Long term, I expect the vectorizer to pick an appropriate LMUL. We currently don’t have this part implemented at all, and thus default to LMUL1. Even once we have a robust cost model and selection heuristic, having an override mechanism for the user is likely worthwhile, but I think it’s important to note that long term very few loops should need such an override.

As for the pragma itself, I have to admit I find your proposal slightly confusing. (As in, I think I didn’t understand something.) Are you meaning to propose something which simply adds a level of error checking on top of the existing pragma? Your example seems to still assume that particular vector width values map to particular LMULs. It seems like the explicit LMUL is there an consistency check? Or am I missing something?

If you want, I’m happy to brainstorm this some offline. We can either chat directly, or this would be a good topic for the next RISC-V sync up call.

Thank you for the swift reply.

I am proposing a syntax sugar like

#pragma rvv lmul_sew(m1, e64)

that still respects the chart I have mentioned, which maps to a corresponding VF. This essentially achieves no more than the existing clang loop vectorize_width(VF, scalable) but the justification of such is that the proposed interface gives target-specific users the correct semantic under RVV domain to control the vectorization factor.

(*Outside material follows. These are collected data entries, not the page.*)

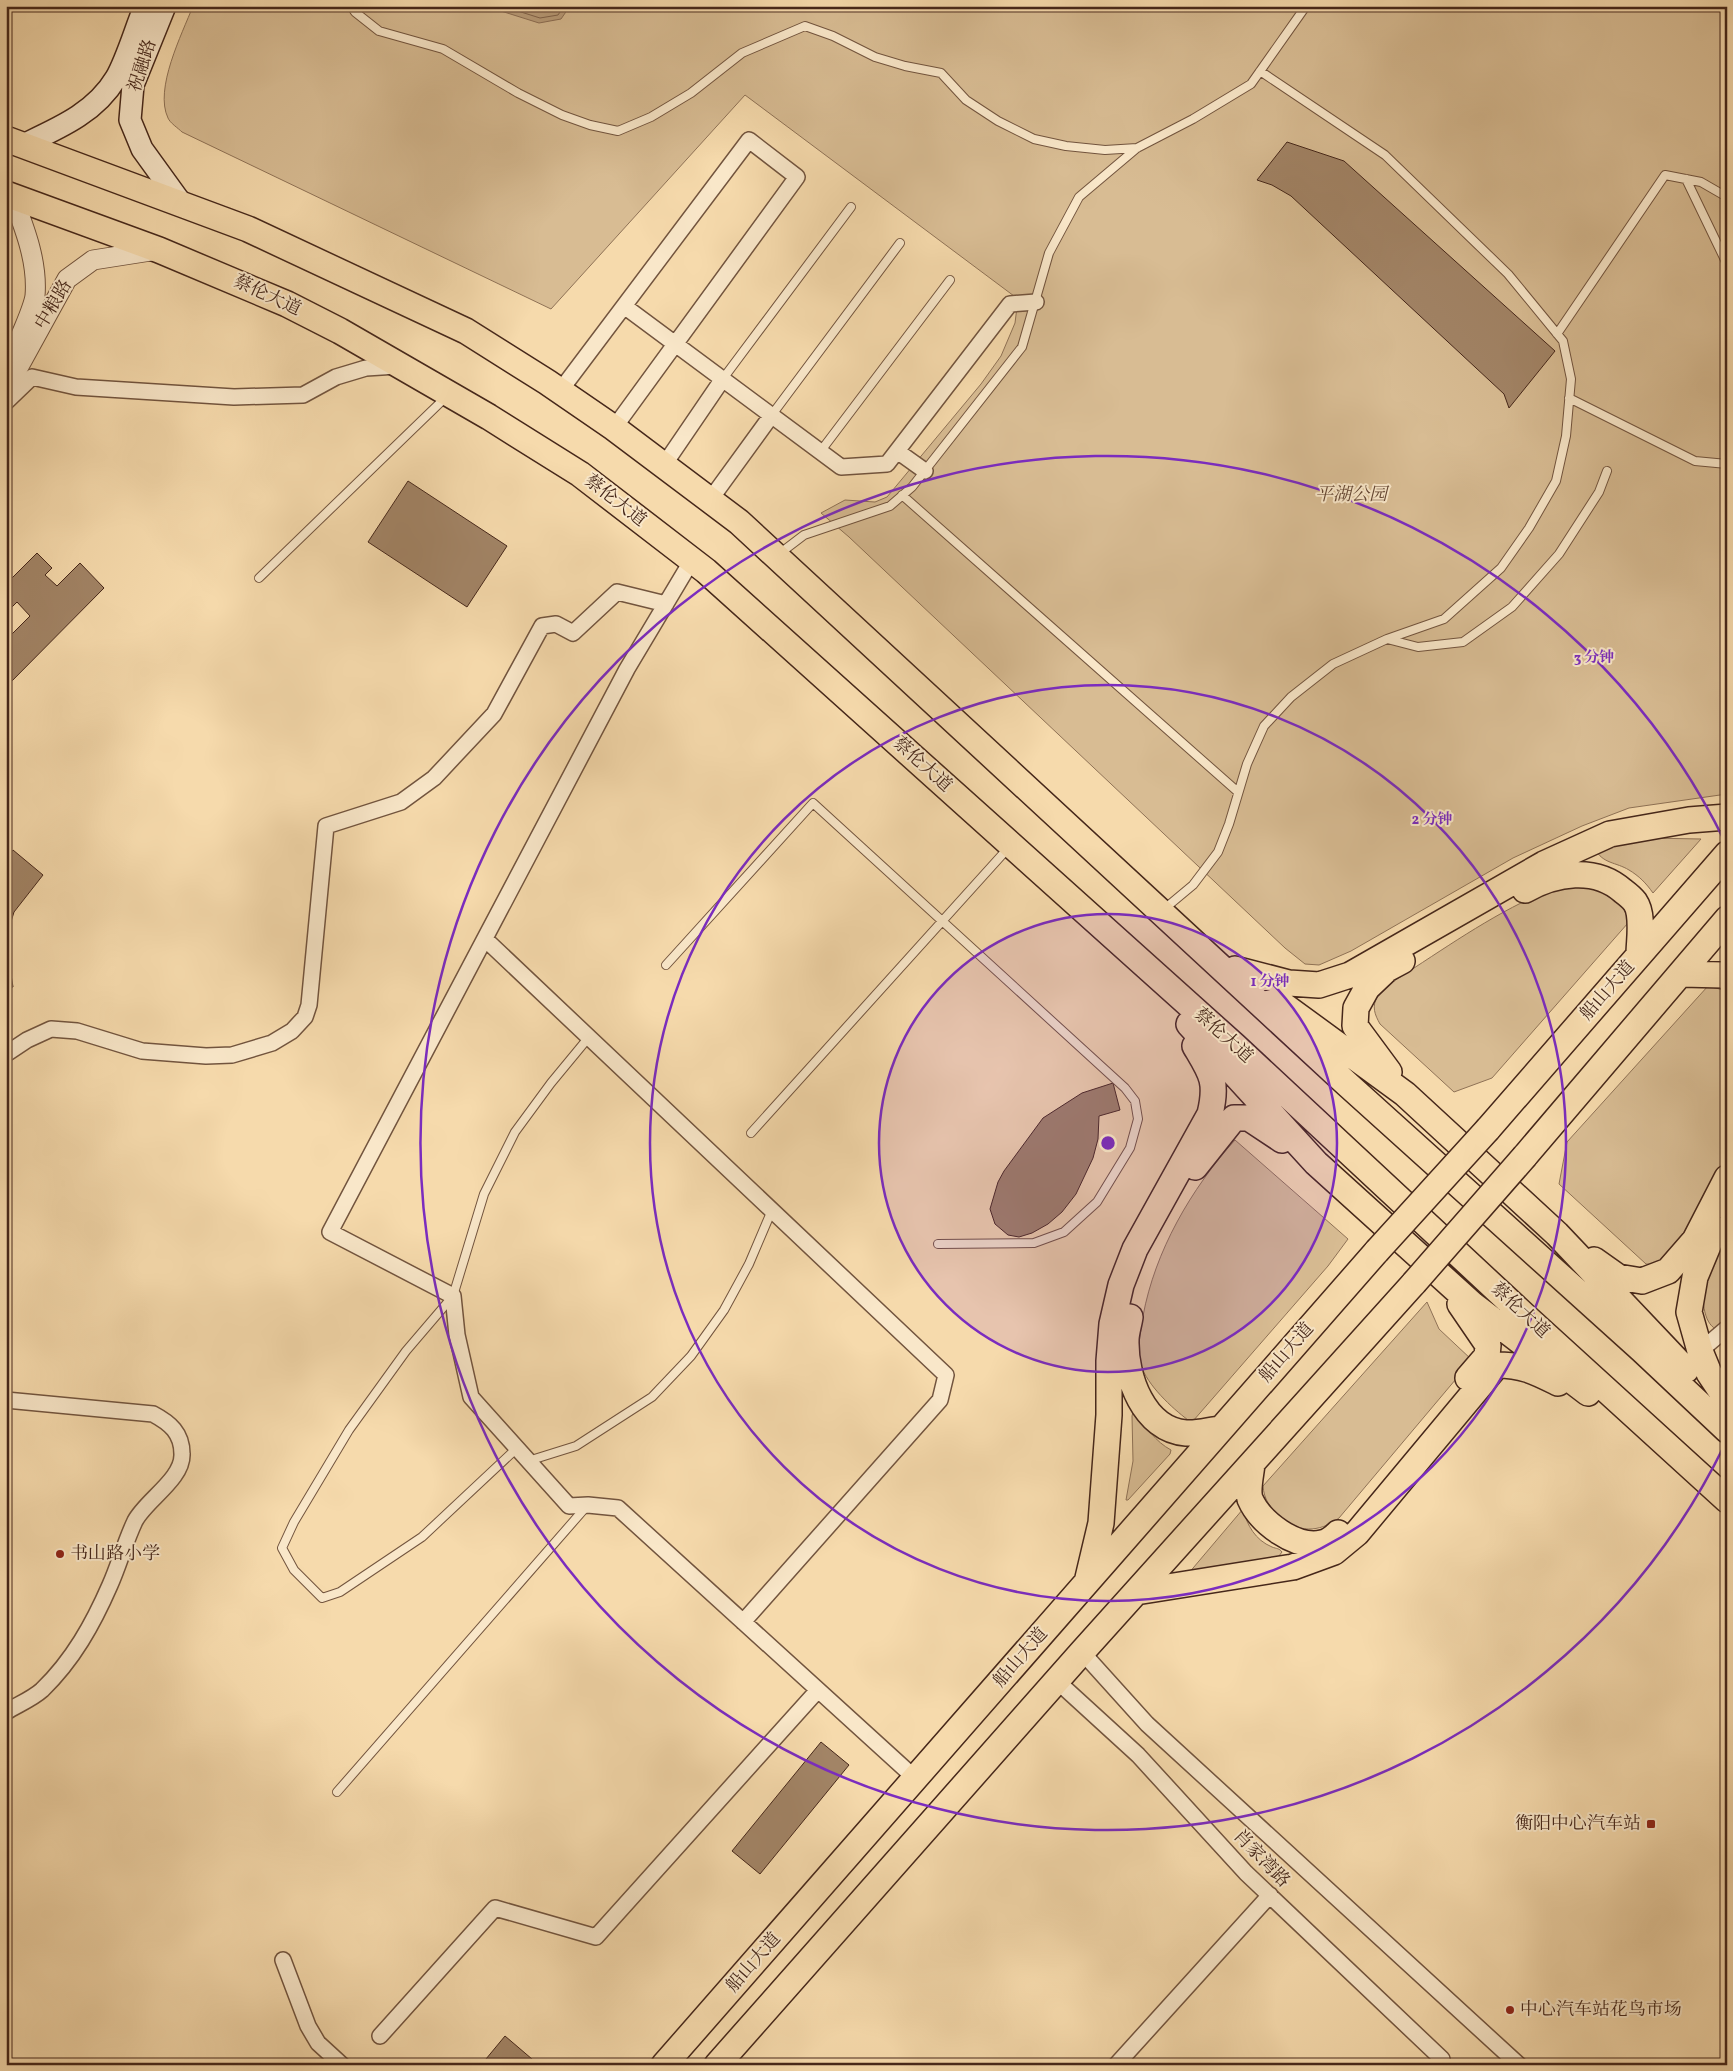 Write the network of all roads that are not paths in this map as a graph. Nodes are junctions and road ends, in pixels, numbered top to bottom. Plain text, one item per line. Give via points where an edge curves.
1 (145, 6) edge
2 (165, 6) edge
3 (351, 6) edge
4 (1306, 6) edge
5 (1260, 71) junction
6 (15, 142) edge
7 (1137, 148) junction
8 (1686, 179) junction
9 (9, 194) edge
10 (1727, 197) edge
11 (181, 203) junction
12 (851, 207) dead end
13 (900, 243) dead end
14 (159, 250) junction
15 (1727, 264) edge
16 (950, 280) dead end
17 (1036, 302) junction
18 (624, 306) junction
19 (1557, 334) junction
20 (675, 344) junction
21 (400, 366) junction
22 (6, 367) edge
23 (722, 380) junction
24 (6, 390) edge
25 (560, 391) junction
26 (450, 394) junction
27 (1569, 398) junction
28 (6, 402) edge
29 (771, 416) junction
30 (614, 428) junction
31 (820, 452) junction
32 (897, 452) junction
33 (1727, 464) edge
34 (664, 465) junction
35 (925, 471) junction
36 (1607, 471) dead end
37 (902, 495) junction
38 (710, 500) junction
39 (778, 555) junction
40 (692, 560) junction
41 (259, 578) dead end
42 (666, 604) junction
43 (1386, 639) junction
44 (1238, 792) junction
45 (1727, 817) edge
46 (1011, 845) junction
47 (1727, 854) edge
48 (1161, 912) junction
49 (1727, 920) edge
50 (943, 921) junction
51 (1098, 924) junction
52 (1181, 930) junction
53 (485, 939) junction
54 (1639, 955) junction
55 (666, 965) dead end
56 (1235, 969) junction
57 (1682, 974) junction
58 (1727, 977) edge
59 (1170, 1002) junction
60 (588, 1037) junction
61 (6, 1054) edge
62 (1406, 1094) junction
63 (752, 1132) dead end
64 (1316, 1163) junction
65 (1727, 1178) edge
66 (1727, 1205) edge
67 (772, 1210) junction
68 (1558, 1234) junction
69 (938, 1244) dead end
70 (1440, 1275) junction
71 (453, 1296) junction
72 (1727, 1328) edge
73 (1700, 1351) junction
74 (6, 1400) edge
75 (1727, 1400) edge
76 (1727, 1414) edge
77 (1619, 1417) junction
78 (1221, 1429) junction
79 (1727, 1430) edge
80 (517, 1448) junction
81 (528, 1460) junction
82 (1252, 1464) junction
83 (1724, 1498) edge
84 (588, 1505) junction
85 (1087, 1582) junction
86 (1136, 1592) junction
87 (743, 1622) junction
88 (1082, 1652) junction
89 (1057, 1681) junction
90 (818, 1690) junction
91 (6, 1712) edge
92 (916, 1778) junction
93 (337, 1792) dead end
94 (1270, 1895) junction
95 (283, 1960) dead end
96 (380, 2036) dead end
97 (1439, 2062) edge
98 (342, 2065) edge
99 (664, 2065) edge
100 (717, 2065) edge
101 (1116, 2065) edge
102 (1519, 2065) edge

1 - 6 main road, 祝融路 via 116,78 92,107 66,125
2 - 11 main road, 祝融路 via 133,85 130,120 142,150
3 - 7 lane via 354,12 380,31 443,49 562,115 618,131 691,93 742,53 805,26 875,57 941,73 966,100 1034,139 1105,150
4 - 5 lane
5 - 7 lane via 1251,84
5 - 19 lane via 1385,155 1508,274
6 - 11 highway
7 - 17 lane via 1079,197 1049,253
8 - 10 lane via 1702,182
8 - 15 lane
8 - 19 lane via 1665,175
9 - 14 highway, 蔡伦大道
9 - 22 street, 中粮路 via 25,229 34,267 35,297
11 - 25 highway via 248,228 466,331
12 - 23 lane
13 - 29 lane
14 - 21 highway, 蔡伦大道 via 287,304
14 - 24 street, 中粮路 via 93,260 67,278
16 - 31 lane
17 - 32 street via 1010,304
17 - 35 lane via 1022,348
18 - 20 street
18 - 20 street via 749,140 798,176
18 - 25 street
19 - 27 lane via 1563,341 1571,379
20 - 23 street
20 - 30 street
21 - 26 highway, 蔡伦大道
21 - 28 street via 366,368 336,377 303,395 234,397 76,387 32,377
23 - 29 street
23 - 34 street
25 - 30 highway
26 - 40 highway, 蔡伦大道 via 580,474
26 - 41 lane
27 - 33 lane via 1695,461
27 - 43 lane via 1566,436 1556,481 1501,568 1444,619
29 - 31 street
29 - 38 street
30 - 34 highway
31 - 32 street via 841,466 887,464
32 - 35 street
34 - 38 highway
35 - 37 lane
36 - 43 lane via 1599,492 1559,554 1512,607 1463,642 1418,647
37 - 39 lane via 890,506 804,535
37 - 44 lane
38 - 39 highway
39 - 48 highway
40 - 42 street
40 - 46 highway, 蔡伦大道
42 - 53 street via 627,669
42 - 61 street via 617,592 573,633 556,624 542,626 494,714 434,778 401,802 326,826 309,1005 305,1017 292,1031 272,1043 232,1055 206,1056 142,1051 77,1031 51,1029
43 - 44 lane via 1333,664 1291,697 1264,726
44 - 48 lane via 1218,852 1193,885
45 - 56 highway via 1610,834 1544,864 1350,974 1319,985 1289,983
46 - 50 lane
46 - 51 highway, 蔡伦大道
47 - 54 highway, 船山大道
48 - 52 highway
49 - 57 highway
50 - 55 lane via 813,803
50 - 63 lane
50 - 69 lane via 1125,1088 1135,1101 1138,1119 1130,1148 1098,1202 1064,1232 1034,1243
51 - 59 highway
51 - 83 highway, 蔡伦大道 via 1235,1046
52 - 56 highway
52 - 79 highway
53 - 60 street
53 - 71 street via 330,1232
54 - 62 highway via 1640,920 1636,902 1619,887 1598,876 1571,874 1542,881 1387,969 1367,988 1356,1008 1355,1026
54 - 78 highway, 船山大道, bridge
56 - 62 highway
57 - 58 highway
57 - 82 highway, bridge
59 - 64 highway
59 - 85 highway via 1212,1075 1214,1096 1210,1114 1135,1249 1121,1285 1112,1324 1101,1523
60 - 67 street
60 - 71 lane via 515,1132 484,1194
62 - 68 highway
64 - 70 highway
64 - 78 highway via 1249,1118 1234,1118 1197,1163 1148,1251 1133,1297 1126,1340 1129,1372 1139,1398 1165,1427 1186,1433
65 - 68 highway via 1696,1240 1668,1271 1642,1281 1618,1277
66 - 73 highway via 1695,1277 1689,1312
67 - 81 lane via 749,1264 724,1310 691,1356 652,1397 576,1446
67 - 87 street via 946,1375 940,1400
68 - 76 highway
70 - 77 highway via 1473,1305
70 - 82 highway via 1488,1345 1487,1356 1337,1534 1322,1543 1307,1544 1281,1533 1263,1520 1249,1497
71 - 80 street via 456,1335 471,1397
71 - 80 lane via 406,1350 348,1430 282,1548 294,1570 322,1598 340,1592 422,1537
72 - 73 street
73 - 75 highway via 1709,1374
74 - 91 street via 153,1414 168,1422 179,1435 182,1455 175,1475 135,1521 110,1586 82,1643 41,1691
77 - 83 highway
77 - 86 highway via 1533,1370 1497,1365 1356,1533 1334,1552 1293,1567
78 - 85 highway, 船山大道
80 - 81 street
81 - 84 street via 569,1506
82 - 86 highway
84 - 87 street via 618,1508
84 - 93 lane
85 - 92 highway, 船山大道
86 - 88 highway
87 - 90 street
88 - 89 highway
88 - 102 street via 1147,1724
89 - 94 street, 肖家湾路 via 1138,1755
89 - 100 highway
90 - 92 street
90 - 96 street via 596,1936 495,1908
92 - 99 highway, 船山大道
94 - 97 street, 肖家湾路
94 - 101 street
95 - 98 street via 308,2026 318,2043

With the proposed pragma, the vectorizer would check on the pair specified by the pragma, and the element size should be at least used inside the loop, or else the vectorizer would ignore the pragma (and emit debug log that the pragma is ignored during compilation, not in Clang semantic checks). The Clang semantic check should check for invalid pairs that has X in the mentioned chart that maps (lmul, sew) pair to VF, for example (mf8, e64).